In sum, federal law does not allow Medicaid payment for services of any type furnished to any individual under age 65 who resides in an IMD, except for persons under age 21 who are served in a psychiatric hospital or private residential treatment facility. The IMD exclusion applies not only to the mental health services rendered by the IMD but also all other Medicaid services (including health care) for which individuals would be eligible if they were not in an IMD. The classification of a facility as an IMD includes assessing the character and purpose of the facility, its size and the make-up of its resident population. A facility (including a nursing facility) is deemed to be an IMD if more than 50 percent of its residents have mental disorders.10
While federal law prohibits Medicaid payment for the direct services furnished to IMD patients, states may make Medicaid disproportionate share hospital (DSH) payments to IMDs. These are lump sum payments rather than payments for services rendered to specific IMD residents. Between 1997 and 2002, DSH payments to IMDs averaged approximately $3.3 billion annually.11 These payments are subject to federal ceilings and flow principally to public (state and local) IMDs. In the past, CMS permitted states to purchase services from IMDs through Medicaid managed care waiver programs. However, CMS now is requiring these states to end such payments when these waiver programs are renewed because of the IMD exclusion.
The IMD exclusion has several implications over and above removing IMDs as a setting where Medicaid reimbursable services may be furnished. One effect is that Medicaid payments for the hospitalization of working age adults are limited to short-stay acute care services furnished in inpatient psychiatric units of general hospitals, so long as such units themselves are not IMDs. Larger state or locally-operated mental health facilities cannot receive Medicaid payment when they furnish similar services to individuals because of the IMD exclusion.

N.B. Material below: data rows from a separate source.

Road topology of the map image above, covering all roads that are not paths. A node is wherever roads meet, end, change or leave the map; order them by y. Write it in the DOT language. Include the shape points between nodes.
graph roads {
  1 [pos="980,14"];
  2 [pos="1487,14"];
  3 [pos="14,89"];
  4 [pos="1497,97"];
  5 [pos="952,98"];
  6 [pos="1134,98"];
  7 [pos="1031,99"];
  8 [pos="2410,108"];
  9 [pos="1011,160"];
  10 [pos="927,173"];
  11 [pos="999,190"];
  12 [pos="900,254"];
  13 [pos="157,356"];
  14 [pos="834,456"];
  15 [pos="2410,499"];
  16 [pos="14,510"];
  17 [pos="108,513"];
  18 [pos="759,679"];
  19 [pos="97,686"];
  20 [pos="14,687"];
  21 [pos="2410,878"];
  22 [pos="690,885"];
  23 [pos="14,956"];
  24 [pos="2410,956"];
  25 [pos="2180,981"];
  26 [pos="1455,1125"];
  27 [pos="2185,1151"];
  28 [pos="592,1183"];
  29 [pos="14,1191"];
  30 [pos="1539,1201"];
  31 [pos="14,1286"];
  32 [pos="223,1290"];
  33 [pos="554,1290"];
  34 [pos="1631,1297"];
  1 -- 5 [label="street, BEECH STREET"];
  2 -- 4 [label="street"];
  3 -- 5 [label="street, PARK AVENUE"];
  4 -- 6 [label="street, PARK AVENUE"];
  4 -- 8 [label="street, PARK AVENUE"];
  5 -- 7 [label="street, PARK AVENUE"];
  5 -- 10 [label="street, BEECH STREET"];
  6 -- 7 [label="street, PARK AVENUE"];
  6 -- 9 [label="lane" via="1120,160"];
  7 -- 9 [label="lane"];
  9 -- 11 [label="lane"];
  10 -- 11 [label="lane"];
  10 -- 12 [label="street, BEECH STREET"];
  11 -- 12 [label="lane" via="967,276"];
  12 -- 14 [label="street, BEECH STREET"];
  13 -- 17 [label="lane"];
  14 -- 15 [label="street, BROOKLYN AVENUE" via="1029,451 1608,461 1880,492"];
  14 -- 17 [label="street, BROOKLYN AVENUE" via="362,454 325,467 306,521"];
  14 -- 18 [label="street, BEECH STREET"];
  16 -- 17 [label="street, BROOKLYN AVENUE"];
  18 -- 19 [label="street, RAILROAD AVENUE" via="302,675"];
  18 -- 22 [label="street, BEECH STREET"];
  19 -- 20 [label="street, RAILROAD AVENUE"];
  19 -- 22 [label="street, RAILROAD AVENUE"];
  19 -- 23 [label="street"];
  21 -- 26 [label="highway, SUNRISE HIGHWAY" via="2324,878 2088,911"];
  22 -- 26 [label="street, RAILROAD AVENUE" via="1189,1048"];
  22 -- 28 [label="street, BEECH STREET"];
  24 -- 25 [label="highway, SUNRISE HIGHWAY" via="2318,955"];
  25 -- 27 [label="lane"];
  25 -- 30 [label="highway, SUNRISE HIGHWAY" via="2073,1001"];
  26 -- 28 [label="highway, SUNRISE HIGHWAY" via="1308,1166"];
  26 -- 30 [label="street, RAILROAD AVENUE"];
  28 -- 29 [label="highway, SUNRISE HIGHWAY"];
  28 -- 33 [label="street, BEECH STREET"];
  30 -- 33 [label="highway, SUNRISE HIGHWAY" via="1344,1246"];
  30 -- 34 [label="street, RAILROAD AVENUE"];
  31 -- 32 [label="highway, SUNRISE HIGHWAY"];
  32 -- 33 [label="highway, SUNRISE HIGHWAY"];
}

Of possibly greater importance is that the IMD exclusion limits states' ability to make use of the Medicaid 1915(c) HCBS waiver authority as a means of underwriting services and supports for working age adults with serious mental illnesses. The §1915(c) waiver authority permits a state to offer home and community services to persons who otherwise would qualify for services in a Medicaid-covered institutional setting (a nursing facility, ICF/MR, or hospital). As a consequence of the IMD exclusion, it is not possible for a state to operate an HCBS waiver program to serve as an alternative to mental health institutional services for working age adults with serious mental illnesses. As discussed in Chapter 6, the use of the HCBS waiver authority can be employed to support adults with serious mental illnesses who meet nursing facility level of care criteria. The HCBS waiver authority has been used more extensively to furnish home and community services to children and youth with severe emotional disturbances12 because Medicaid payment is allowable for services furnished to children and youth in inpatient psychiatric hospitals.